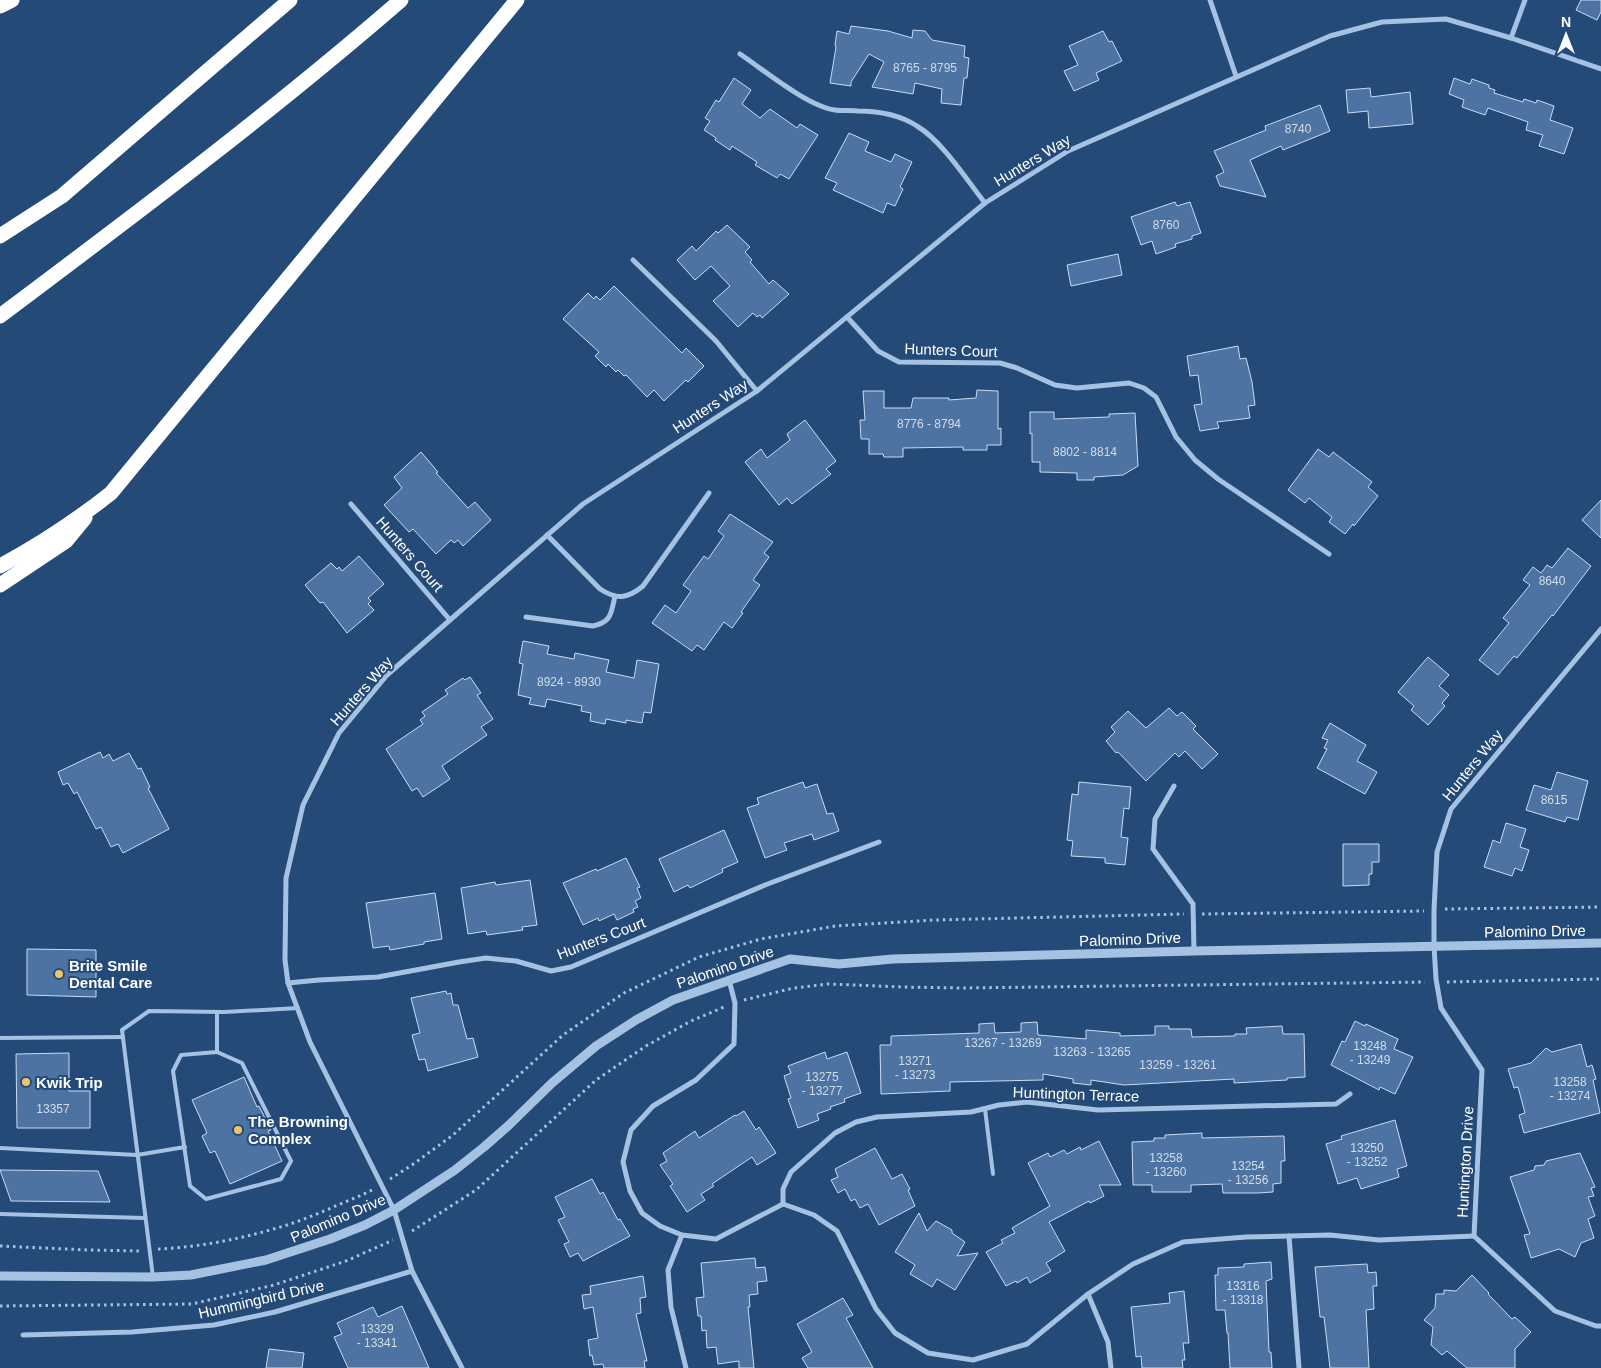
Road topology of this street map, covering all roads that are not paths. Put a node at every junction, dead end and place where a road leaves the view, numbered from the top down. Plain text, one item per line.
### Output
1 (12, 0) edge
2 (290, 0) edge
3 (401, 0) edge
4 (517, 0) edge
5 (1210, 0) edge
6 (1525, 0) edge
7 (0, 6) edge
8 (1511, 38) junction
9 (740, 54) dead end
10 (1601, 68) edge
11 (1236, 76) junction
12 (985, 203) junction
13 (0, 236) edge
14 (633, 260) dead end
15 (0, 316) edge
16 (847, 316) junction
17 (757, 391) junction
18 (710, 494) dead end
19 (351, 504) dead end
20 (95, 506) junction
21 (547, 535) junction
22 (1329, 554) dead end
23 (0, 566) edge
24 (0, 585) edge
25 (615, 596) junction
26 (526, 617) dead end
27 (450, 620) junction
28 (1601, 629) edge
29 (1174, 786) dead end
30 (879, 842) dead end
31 (1601, 943) edge
32 (1434, 946) junction
33 (1194, 950) junction
34 (728, 980) junction
35 (288, 983) junction
36 (298, 1008) junction
37 (217, 1012) junction
38 (123, 1037) junction
39 (0, 1038) edge
40 (217, 1052) junction
41 (1350, 1094) dead end
42 (985, 1109) junction
43 (184, 1147) junction
44 (0, 1148) edge
45 (137, 1155) junction
46 (994, 1174) dead end
47 (783, 1204) junction
48 (394, 1210) junction
49 (0, 1214) edge
50 (145, 1218) junction
51 (682, 1235) junction
52 (1289, 1236) junction
53 (1474, 1236) junction
54 (412, 1271) junction
55 (0, 1276) edge
56 (153, 1277) junction
57 (1088, 1294) junction
58 (1601, 1326) edge
59 (23, 1335) dead end
60 (462, 1368) edge
61 (686, 1368) edge
62 (1112, 1368) edge
63 (1299, 1368) edge

1 - 7 highway
2 - 13 highway
3 - 15 highway
4 - 20 highway
5 - 11 street
6 - 8 street
8 - 10 street, Hunters Way
8 - 11 street, Hunters Way
9 - 12 street
11 - 12 street, Hunters Way
12 - 16 street, Hunters Way
14 - 17 street
16 - 17 street, Hunters Way
16 - 22 street, Hunters Court
17 - 21 street, Hunters Way
18 - 25 street
19 - 27 street, Hunters Court
20 - 23 highway
20 - 24 highway
21 - 25 street
21 - 27 street, Hunters Way
25 - 26 street
27 - 35 street, Hunters Way
28 - 32 street, Hunters Way
29 - 33 street
30 - 35 street, Hunters Court
31 - 32 street, Palomino Drive
32 - 33 street, Palomino Drive
32 - 53 street, Huntington Drive
33 - 34 street, Palomino Drive
34 - 48 street, Palomino Drive
34 - 51 street
35 - 36 street, Hunters Way
36 - 37 lane
36 - 48 street, Hunters Way
37 - 38 lane
37 - 40 lane
38 - 39 lane
38 - 45 lane
40 - 43 lane
40 - 43 lane
41 - 42 street, Huntington Terrace
42 - 46 lane
42 - 47 street, Huntington Terrace
43 - 45 lane
44 - 45 lane
45 - 50 lane
47 - 51 street
47 - 57 street, Huntington Drive
48 - 54 street
48 - 56 street, Palomino Drive
49 - 50 lane
50 - 56 lane
51 - 61 street
52 - 53 street, Huntington Drive
52 - 57 street, Huntington Drive
52 - 63 street
53 - 58 street
54 - 59 street, Hummingbird Drive
54 - 60 street
55 - 56 street, Palomino Drive
57 - 62 street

(EXERCISE DESCRIPTION): Since the copy must contain no pictures, return only the text of the records, exactly as it stands.

(OUTPUT FOR THIS EXERCISE):
Road topology of this street map, covering all roads that are not paths. Put a node at every junction, dead end and place where a road leaves the view, numbered from the top down. Plain text, one item per line.
### Output
1 (12, 0) edge
2 (290, 0) edge
3 (401, 0) edge
4 (517, 0) edge
5 (1210, 0) edge
6 (1525, 0) edge
7 (0, 6) edge
8 (1511, 38) junction
9 (740, 54) dead end
10 (1601, 68) edge
11 (1236, 76) junction
12 (985, 203) junction
13 (0, 236) edge
14 (633, 260) dead end
15 (0, 316) edge
16 (847, 316) junction
17 (757, 391) junction
18 (710, 494) dead end
19 (351, 504) dead end
20 (95, 506) junction
21 (547, 535) junction
22 (1329, 554) dead end
23 (0, 566) edge
24 (0, 585) edge
25 (615, 596) junction
26 (526, 617) dead end
27 (450, 620) junction
28 (1601, 629) edge
29 (1174, 786) dead end
30 (879, 842) dead end
31 (1601, 943) edge
32 (1434, 946) junction
33 (1194, 950) junction
34 (728, 980) junction
35 (288, 983) junction
36 (298, 1008) junction
37 (217, 1012) junction
38 (123, 1037) junction
39 (0, 1038) edge
40 (217, 1052) junction
41 (1350, 1094) dead end
42 (985, 1109) junction
43 (184, 1147) junction
44 (0, 1148) edge
45 (137, 1155) junction
46 (994, 1174) dead end
47 (783, 1204) junction
48 (394, 1210) junction
49 (0, 1214) edge
50 (145, 1218) junction
51 (682, 1235) junction
52 (1289, 1236) junction
53 (1474, 1236) junction
54 (412, 1271) junction
55 (0, 1276) edge
56 (153, 1277) junction
57 (1088, 1294) junction
58 (1601, 1326) edge
59 (23, 1335) dead end
60 (462, 1368) edge
61 (686, 1368) edge
62 (1112, 1368) edge
63 (1299, 1368) edge

1 - 7 highway
2 - 13 highway
3 - 15 highway
4 - 20 highway
5 - 11 street
6 - 8 street
8 - 10 street, Hunters Way
8 - 11 street, Hunters Way
9 - 12 street
11 - 12 street, Hunters Way
12 - 16 street, Hunters Way
14 - 17 street
16 - 17 street, Hunters Way
16 - 22 street, Hunters Court
17 - 21 street, Hunters Way
18 - 25 street
19 - 27 street, Hunters Court
20 - 23 highway
20 - 24 highway
21 - 25 street
21 - 27 street, Hunters Way
25 - 26 street
27 - 35 street, Hunters Way
28 - 32 street, Hunters Way
29 - 33 street
30 - 35 street, Hunters Court
31 - 32 street, Palomino Drive
32 - 33 street, Palomino Drive
32 - 53 street, Huntington Drive
33 - 34 street, Palomino Drive
34 - 48 street, Palomino Drive
34 - 51 street
35 - 36 street, Hunters Way
36 - 37 lane
36 - 48 street, Hunters Way
37 - 38 lane
37 - 40 lane
38 - 39 lane
38 - 45 lane
40 - 43 lane
40 - 43 lane
41 - 42 street, Huntington Terrace
42 - 46 lane
42 - 47 street, Huntington Terrace
43 - 45 lane
44 - 45 lane
45 - 50 lane
47 - 51 street
47 - 57 street, Huntington Drive
48 - 54 street
48 - 56 street, Palomino Drive
49 - 50 lane
50 - 56 lane
51 - 61 street
52 - 53 street, Huntington Drive
52 - 57 street, Huntington Drive
52 - 63 street
53 - 58 street
54 - 59 street, Hummingbird Drive
54 - 60 street
55 - 56 street, Palomino Drive
57 - 62 street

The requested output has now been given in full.